Java and SIMD - mmastrac
http://prestodb.rocks/code/simd/
======
faragon
Auto-vectorization is hard. Very hard. E.g. even in C/C++, the compiler (e.g.
GCC C/C++ or MS VC/VC++) is unable to vectorize loops unless you help it _a
lot_ , and in most cases, you end writing SIMD "intrinsics" (e.g. [1]) in
order to get optimal results. From my experience, despite auto-vectorization
being better than 10 years ago, still is very far for optimizing code properly
without lots of tuning (e.g. you can try build any graphic processing library
and see the vectorization warnings -i.e. why the vectorization was not
possible-).

Ten years ago, in the SSE2/Altivec times, I thought that it would be matter of
time having much smarter compilers making graphics/pixel processing code much
faster, but not.
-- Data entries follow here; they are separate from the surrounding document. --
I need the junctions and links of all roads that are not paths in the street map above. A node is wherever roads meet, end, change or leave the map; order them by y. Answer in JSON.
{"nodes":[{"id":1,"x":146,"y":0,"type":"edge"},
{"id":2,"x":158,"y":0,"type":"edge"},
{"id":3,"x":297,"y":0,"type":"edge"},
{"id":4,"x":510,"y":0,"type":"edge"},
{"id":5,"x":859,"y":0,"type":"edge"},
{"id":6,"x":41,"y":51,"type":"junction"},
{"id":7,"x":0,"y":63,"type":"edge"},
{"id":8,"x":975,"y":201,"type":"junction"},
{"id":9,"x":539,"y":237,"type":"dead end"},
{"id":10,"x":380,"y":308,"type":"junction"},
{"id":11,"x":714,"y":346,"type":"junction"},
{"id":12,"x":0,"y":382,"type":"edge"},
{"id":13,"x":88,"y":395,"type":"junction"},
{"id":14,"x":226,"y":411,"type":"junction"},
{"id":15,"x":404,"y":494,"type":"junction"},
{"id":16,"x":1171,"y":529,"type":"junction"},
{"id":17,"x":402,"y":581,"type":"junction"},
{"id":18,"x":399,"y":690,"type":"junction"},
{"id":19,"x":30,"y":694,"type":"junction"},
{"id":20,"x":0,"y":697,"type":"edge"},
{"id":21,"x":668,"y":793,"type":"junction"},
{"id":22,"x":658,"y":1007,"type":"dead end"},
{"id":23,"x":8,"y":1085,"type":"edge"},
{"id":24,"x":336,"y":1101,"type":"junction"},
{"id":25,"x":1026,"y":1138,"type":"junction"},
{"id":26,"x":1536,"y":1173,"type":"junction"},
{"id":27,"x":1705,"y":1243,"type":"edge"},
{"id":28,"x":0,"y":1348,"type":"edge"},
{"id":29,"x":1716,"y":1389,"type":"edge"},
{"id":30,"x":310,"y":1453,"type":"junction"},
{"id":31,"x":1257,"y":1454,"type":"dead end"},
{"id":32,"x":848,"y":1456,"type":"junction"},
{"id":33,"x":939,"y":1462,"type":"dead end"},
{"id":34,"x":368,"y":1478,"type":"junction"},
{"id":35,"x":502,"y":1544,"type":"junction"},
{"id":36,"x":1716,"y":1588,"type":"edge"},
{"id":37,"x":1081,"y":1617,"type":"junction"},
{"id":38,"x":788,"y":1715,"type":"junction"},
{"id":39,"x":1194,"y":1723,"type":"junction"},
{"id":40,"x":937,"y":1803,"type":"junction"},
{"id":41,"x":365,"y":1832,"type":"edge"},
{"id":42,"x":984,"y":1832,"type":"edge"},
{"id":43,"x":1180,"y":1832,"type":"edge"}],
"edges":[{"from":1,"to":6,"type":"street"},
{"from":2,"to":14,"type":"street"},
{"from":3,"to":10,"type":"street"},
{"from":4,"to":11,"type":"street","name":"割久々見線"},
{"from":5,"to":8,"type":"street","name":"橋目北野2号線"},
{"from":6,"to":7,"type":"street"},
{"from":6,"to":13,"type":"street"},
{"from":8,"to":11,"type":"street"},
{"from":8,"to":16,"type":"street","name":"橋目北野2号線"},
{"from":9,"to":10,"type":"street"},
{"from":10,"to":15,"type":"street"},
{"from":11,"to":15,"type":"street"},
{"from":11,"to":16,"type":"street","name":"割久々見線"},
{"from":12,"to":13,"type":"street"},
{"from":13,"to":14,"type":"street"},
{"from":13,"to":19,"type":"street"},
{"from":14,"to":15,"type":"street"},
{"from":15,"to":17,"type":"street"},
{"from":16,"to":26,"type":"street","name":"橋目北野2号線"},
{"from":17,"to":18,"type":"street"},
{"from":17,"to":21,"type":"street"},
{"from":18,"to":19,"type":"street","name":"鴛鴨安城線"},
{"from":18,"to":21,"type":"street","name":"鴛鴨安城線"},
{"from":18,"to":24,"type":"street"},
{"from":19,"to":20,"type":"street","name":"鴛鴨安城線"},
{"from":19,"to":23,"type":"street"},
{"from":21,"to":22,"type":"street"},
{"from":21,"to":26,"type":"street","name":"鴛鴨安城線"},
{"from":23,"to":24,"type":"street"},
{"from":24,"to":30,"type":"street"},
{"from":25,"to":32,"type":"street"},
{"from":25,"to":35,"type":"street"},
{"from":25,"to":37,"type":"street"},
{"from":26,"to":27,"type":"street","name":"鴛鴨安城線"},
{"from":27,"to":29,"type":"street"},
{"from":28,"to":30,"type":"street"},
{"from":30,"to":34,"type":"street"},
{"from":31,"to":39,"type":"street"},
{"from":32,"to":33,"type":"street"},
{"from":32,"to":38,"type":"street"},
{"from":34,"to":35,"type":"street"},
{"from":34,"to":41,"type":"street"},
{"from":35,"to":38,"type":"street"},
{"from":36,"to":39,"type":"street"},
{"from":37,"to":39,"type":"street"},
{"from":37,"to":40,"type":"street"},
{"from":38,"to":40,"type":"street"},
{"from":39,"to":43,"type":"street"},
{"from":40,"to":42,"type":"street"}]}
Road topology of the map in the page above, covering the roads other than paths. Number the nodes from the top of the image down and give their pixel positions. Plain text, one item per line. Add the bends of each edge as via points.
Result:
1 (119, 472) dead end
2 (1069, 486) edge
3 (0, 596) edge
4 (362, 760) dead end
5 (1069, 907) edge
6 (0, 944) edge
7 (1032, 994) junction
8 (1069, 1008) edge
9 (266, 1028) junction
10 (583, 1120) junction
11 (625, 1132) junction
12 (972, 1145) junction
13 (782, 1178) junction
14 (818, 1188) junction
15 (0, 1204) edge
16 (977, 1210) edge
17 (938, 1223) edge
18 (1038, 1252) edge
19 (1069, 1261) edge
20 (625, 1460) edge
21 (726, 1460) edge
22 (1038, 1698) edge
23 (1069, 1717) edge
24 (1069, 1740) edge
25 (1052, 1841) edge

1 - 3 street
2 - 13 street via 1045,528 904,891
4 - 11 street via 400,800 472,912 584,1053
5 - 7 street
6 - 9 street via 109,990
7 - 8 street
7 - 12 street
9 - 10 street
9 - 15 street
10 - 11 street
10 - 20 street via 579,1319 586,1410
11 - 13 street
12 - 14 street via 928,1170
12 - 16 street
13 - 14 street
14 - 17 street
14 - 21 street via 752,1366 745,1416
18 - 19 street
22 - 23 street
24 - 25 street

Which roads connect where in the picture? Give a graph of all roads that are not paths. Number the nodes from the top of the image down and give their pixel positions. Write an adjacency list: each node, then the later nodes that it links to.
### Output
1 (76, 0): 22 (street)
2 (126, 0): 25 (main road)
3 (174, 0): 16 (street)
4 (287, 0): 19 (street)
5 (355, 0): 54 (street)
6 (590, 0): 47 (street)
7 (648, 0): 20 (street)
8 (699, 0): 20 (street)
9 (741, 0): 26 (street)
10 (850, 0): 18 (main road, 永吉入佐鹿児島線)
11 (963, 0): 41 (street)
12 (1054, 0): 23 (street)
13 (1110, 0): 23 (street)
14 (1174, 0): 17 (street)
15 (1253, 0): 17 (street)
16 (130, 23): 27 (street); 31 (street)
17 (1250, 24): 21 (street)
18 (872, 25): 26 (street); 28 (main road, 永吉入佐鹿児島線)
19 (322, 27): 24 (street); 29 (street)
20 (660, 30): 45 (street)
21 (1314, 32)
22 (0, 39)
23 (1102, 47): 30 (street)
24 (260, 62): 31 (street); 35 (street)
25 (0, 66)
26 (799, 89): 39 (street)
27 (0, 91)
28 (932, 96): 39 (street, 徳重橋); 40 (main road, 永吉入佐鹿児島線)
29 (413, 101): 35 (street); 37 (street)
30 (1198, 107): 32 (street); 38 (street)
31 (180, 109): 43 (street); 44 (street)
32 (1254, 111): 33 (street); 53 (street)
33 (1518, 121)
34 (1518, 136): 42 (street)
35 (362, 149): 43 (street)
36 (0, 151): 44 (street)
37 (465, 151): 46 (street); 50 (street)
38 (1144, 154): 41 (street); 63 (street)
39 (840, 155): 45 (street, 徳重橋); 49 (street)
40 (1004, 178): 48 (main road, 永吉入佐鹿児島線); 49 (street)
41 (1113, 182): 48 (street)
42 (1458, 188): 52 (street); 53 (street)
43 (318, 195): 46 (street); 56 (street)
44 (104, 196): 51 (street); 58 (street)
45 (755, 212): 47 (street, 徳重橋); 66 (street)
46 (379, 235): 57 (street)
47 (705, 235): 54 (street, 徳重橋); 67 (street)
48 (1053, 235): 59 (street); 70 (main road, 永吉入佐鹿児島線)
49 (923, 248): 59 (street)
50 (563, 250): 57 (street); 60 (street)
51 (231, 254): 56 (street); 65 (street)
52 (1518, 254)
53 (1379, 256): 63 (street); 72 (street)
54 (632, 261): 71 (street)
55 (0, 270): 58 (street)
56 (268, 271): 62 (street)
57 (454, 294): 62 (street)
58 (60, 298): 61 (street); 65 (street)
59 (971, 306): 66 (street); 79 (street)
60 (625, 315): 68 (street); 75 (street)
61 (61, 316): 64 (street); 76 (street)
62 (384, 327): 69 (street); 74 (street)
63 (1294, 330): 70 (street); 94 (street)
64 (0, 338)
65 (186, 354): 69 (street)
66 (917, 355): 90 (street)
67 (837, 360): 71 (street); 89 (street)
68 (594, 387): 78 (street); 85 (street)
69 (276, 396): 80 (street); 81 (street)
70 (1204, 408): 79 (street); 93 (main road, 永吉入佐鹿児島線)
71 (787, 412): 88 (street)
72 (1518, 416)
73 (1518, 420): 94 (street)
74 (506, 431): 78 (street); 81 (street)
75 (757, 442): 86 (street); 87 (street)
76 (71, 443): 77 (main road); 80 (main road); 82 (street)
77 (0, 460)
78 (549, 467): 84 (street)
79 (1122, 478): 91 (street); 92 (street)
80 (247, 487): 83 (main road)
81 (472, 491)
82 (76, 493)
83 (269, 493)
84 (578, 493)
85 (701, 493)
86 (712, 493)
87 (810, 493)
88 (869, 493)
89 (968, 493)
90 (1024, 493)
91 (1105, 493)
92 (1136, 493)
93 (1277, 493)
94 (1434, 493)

So for JIT the case it can not be better, because is similar,
as even taking runtime information, the auto-vectorization phase is
equivalent. I would love to see smarter compilers, understanding the code,
many steps over current hardwired pattern-matching based optimizations.

[1]
[https://software.intel.com/sites/landingpage/IntrinsicsGuide...](https://software.intel.com/sites/landingpage/IntrinsicsGuide/)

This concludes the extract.